(Saved entries)
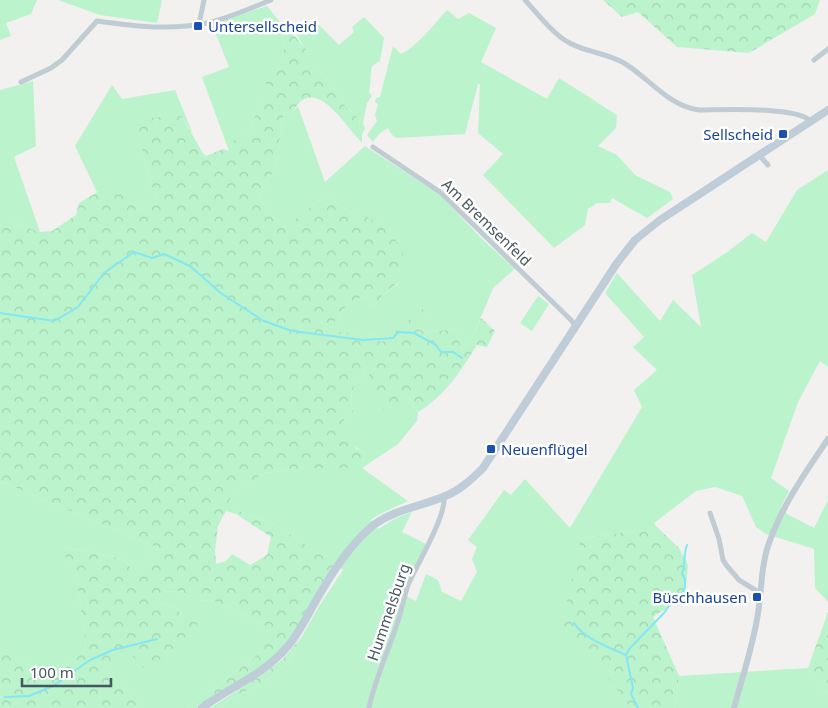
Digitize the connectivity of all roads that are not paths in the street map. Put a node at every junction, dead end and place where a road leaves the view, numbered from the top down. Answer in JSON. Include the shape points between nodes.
{"nodes":[{"id":1,"x":204,"y":0,"type":"edge"},
{"id":2,"x":271,"y":0,"type":"edge"},
{"id":3,"x":525,"y":0,"type":"edge"},
{"id":4,"x":200,"y":24,"type":"junction"},
{"id":5,"x":828,"y":49,"type":"edge"},
{"id":6,"x":814,"y":60,"type":"dead end"},
{"id":7,"x":21,"y":82,"type":"dead end"},
{"id":8,"x":828,"y":110,"type":"edge"},
{"id":9,"x":811,"y":121,"type":"junction"},
{"id":10,"x":373,"y":147,"type":"dead end"},
{"id":11,"x":760,"y":156,"type":"junction"},
{"id":12,"x":768,"y":165,"type":"dead end"},
{"id":13,"x":575,"y":327,"type":"junction"},
{"id":14,"x":828,"y":439,"type":"edge"},
{"id":15,"x":444,"y":497,"type":"junction"},
{"id":16,"x":710,"y":513,"type":"dead end"},
{"id":17,"x":760,"y":593,"type":"junction"},
{"id":18,"x":202,"y":708,"type":"edge"},
{"id":19,"x":369,"y":708,"type":"edge"},
{"id":20,"x":734,"y":708,"type":"edge"}],
"edges":[{"from":1,"to":4,"type":"street"},
{"from":2,"to":4,"type":"street"},
{"from":3,"to":9,"type":"street","via":[[564,40],[624,63],[685,107],[789,113]]},
{"from":4,"to":7,"type":"street","via":[[160,27],[97,21],[62,60]]},
{"from":5,"to":6,"type":"street"},
{"from":8,"to":9,"type":"main road"},
{"from":9,"to":11,"type":"main road"},
{"from":10,"to":13,"type":"street","name":"Am Bremsenfeld","via":[[440,192]]},
{"from":11,"to":12,"type":"street"},
{"from":11,"to":13,"type":"main road","via":[[640,236],[620,259]]},
{"from":13,"to":15,"type":"main road","via":[[487,462],[464,486]]},
{"from":14,"to":17,"type":"street","via":[[794,492],[771,539]]},
{"from":15,"to":18,"type":"main road","via":[[383,519],[370,527],[325,586],[280,655],[258,673]]},
{"from":15,"to":19,"type":"street","name":"Hummelsburg","via":[[441,514],[406,590]]},
{"from":16,"to":17,"type":"street","via":[[723,560],[739,580]]},
{"from":17,"to":20,"type":"street","via":[[758,617]]}]}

Work to complete:
Show every line above in which the word "main" occurs.

Your solution:
{"from":8,"to":9,"type":"main road"},
{"from":9,"to":11,"type":"main road"},
{"from":11,"to":13,"type":"main road","via":[[640,236],[620,259]]},
{"from":13,"to":15,"type":"main road","via":[[487,462],[464,486]]},
{"from":15,"to":18,"type":"main road","via":[[383,519],[370,527],[325,586],[280,655],[258,673]]},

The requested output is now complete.